Last week I used the Titanic tragedy as a metaphor for little understood aspects of global warming – inertia and tipping points. These I coupled with the hubris of the captain and crew in ignoring the warnings about their impending catastrophe and suggested that many of our politicians were acting similarly on global warming and concluded that we have been ‘warned many many times’.
The basic science of the Greenhouse Effect was firmly grounded in the nineteenth century by Fourier, Tyndall, Foote and Arrhenious. The science has not changed much in the 120 years since Arrhenious made his calculations in 1895. Veiled warnings of the effects of increasing greenhouse gases in the atmosphere began to be published in various journals (see above) from the start of the twentieth century. And this slowly but surely developed into a crescendo of warnings at the end of the century by a wide range of scientists and some prominent politicians including Margaret Thatcher who, when conservative Prime Minister of the UK in 1989 said “The danger of global warming is as yet unseen, but real enough for us to make changes and sacrifices.”
But of all the politicians perhaps the most interesting, and early, warning came from President Lyndon Baines Johnston (LBJ) in an address to the US Congress in 1965 – an era unsullied by the lies and misinformation of the fossil fuel lobby. ‘Within a few short centuries, we are returning to the air a significant part of the carbon that was extracted by plants and buried in the sediments during half a billion years’ and ‘Through his worldwide industrial civilization, Man is unwittingly conducting a vast geophysical experiment. Within a few generations he is burning the fossil fuels that slowly accumulated in the earth over the past 500 million years’

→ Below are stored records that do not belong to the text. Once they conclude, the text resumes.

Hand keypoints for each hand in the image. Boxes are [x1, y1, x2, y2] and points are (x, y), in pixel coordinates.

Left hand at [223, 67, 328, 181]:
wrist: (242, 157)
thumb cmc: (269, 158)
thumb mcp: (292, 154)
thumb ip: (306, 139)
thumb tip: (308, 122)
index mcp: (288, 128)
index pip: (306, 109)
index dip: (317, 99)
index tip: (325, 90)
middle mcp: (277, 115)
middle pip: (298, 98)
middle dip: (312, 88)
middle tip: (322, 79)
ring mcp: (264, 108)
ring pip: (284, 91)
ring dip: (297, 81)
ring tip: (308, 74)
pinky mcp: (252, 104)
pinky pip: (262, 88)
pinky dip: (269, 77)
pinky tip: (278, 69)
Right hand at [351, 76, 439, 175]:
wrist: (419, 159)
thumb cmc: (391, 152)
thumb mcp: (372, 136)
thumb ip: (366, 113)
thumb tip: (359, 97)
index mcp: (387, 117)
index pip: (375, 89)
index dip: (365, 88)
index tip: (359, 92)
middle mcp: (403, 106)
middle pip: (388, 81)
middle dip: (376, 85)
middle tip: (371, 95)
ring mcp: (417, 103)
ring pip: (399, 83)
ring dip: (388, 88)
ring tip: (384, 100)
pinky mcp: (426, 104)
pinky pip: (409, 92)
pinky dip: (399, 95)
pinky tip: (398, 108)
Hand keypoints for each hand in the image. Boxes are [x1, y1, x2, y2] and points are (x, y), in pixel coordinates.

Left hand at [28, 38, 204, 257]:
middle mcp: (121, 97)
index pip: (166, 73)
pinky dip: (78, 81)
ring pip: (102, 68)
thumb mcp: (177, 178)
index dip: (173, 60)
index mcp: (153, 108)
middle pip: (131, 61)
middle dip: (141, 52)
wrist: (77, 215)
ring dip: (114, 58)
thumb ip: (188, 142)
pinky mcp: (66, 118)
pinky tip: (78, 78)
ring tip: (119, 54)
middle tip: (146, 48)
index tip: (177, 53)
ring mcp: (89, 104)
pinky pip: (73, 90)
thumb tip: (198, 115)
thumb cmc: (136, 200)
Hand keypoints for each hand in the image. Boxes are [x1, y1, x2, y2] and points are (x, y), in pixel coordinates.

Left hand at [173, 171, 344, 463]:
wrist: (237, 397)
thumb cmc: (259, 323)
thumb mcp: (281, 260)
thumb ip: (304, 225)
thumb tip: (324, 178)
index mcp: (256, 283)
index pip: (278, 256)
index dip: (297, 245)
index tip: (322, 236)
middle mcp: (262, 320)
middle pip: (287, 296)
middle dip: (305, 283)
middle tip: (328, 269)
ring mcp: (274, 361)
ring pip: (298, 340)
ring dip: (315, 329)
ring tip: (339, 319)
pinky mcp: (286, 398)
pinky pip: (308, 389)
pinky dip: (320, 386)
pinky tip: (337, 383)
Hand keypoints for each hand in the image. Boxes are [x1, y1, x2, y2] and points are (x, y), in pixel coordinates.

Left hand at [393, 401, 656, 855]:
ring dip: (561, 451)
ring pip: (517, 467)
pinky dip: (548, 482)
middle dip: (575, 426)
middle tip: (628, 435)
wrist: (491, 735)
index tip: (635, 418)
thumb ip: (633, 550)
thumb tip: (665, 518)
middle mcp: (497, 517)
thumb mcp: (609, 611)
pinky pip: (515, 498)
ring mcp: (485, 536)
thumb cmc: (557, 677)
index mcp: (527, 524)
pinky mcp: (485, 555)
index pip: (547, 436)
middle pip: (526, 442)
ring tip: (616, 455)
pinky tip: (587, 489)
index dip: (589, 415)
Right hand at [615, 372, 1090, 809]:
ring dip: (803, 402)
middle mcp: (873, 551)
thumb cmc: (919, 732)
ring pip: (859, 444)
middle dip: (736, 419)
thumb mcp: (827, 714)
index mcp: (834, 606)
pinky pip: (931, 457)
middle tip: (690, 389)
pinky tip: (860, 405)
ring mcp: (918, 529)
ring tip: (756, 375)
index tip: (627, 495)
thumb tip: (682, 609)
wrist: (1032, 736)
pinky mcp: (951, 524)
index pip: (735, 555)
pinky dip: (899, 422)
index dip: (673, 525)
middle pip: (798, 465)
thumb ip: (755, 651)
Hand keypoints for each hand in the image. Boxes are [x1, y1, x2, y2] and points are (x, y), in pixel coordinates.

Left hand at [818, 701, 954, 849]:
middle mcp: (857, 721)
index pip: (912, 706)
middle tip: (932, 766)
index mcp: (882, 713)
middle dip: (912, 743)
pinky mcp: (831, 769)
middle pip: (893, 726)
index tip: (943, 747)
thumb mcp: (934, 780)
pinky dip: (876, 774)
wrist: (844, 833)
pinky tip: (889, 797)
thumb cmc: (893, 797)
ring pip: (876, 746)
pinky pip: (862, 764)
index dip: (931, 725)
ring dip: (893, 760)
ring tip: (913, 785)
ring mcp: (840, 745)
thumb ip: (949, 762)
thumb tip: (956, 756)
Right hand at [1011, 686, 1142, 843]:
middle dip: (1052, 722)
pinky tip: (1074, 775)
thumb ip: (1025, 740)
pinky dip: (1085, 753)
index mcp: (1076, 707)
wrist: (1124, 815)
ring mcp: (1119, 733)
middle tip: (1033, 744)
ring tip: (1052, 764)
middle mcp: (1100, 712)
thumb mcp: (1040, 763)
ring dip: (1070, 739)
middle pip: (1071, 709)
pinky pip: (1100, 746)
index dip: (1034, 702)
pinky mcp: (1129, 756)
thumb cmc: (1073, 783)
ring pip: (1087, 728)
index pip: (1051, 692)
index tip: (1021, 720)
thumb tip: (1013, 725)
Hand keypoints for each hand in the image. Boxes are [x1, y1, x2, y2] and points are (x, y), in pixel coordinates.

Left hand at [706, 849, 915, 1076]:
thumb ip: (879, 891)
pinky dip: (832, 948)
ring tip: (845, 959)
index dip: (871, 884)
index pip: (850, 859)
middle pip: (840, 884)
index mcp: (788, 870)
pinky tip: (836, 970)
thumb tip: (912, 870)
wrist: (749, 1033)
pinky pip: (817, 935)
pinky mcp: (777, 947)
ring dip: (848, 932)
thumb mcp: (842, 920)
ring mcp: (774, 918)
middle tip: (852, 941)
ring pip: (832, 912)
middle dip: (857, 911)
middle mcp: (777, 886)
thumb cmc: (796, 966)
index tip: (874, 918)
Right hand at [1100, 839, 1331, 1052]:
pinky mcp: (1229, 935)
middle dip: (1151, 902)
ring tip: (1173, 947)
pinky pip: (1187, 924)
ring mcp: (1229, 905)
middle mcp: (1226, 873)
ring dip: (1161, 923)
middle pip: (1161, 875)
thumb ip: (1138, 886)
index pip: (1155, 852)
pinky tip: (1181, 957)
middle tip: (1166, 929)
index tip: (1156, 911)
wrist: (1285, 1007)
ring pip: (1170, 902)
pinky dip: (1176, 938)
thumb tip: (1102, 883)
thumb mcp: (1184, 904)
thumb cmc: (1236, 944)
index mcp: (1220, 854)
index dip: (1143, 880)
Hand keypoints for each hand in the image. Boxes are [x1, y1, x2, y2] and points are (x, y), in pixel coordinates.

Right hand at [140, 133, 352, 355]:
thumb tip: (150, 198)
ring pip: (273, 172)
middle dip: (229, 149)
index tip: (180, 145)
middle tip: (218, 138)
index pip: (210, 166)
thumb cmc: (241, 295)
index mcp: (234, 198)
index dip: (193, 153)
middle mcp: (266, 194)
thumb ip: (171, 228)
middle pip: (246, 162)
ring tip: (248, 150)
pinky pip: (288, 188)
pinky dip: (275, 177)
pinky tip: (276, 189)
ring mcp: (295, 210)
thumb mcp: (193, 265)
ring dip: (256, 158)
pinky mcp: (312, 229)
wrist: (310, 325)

Johnson suggested, in part incorrectly, that ‘By the year 2000 the increase in CO2 will be close to 25%. This may be sufficient to produce measurable and perhaps marked changes in climate.’ The level of the greenhouse gas CO2 in fact only increased by half that predicted by Johnson’s scientists but measurable, if not marked, climate changes were already being found by the year 2000. He cautiously concluded that the ‘climate changes that may be produced by the increased CO2 content could be deleterious from the point of view of human beings.’
These words were spoken when very few individuals outside the scientific community had heard of climate change or global warming. It was a time when as a 20 year old I was confronted with the issues of conscription and Vietnam – political issues that were to dominate the next 10 years of my life. It was another 10 years before I began to consider the ‘climate’ question amongst a plethora of environmental and political problems. And another 20 before I finally realised that existential threat of the warming and that humankind faced a climate emergency.
Perhaps if the climate change message and publicity had been more prominent and the Vietnam fiasco somehow avoided we would have been able to agree with Australian Prime Minister Harold Holt’s catch phrase in 1966 “all the way with LBJ.”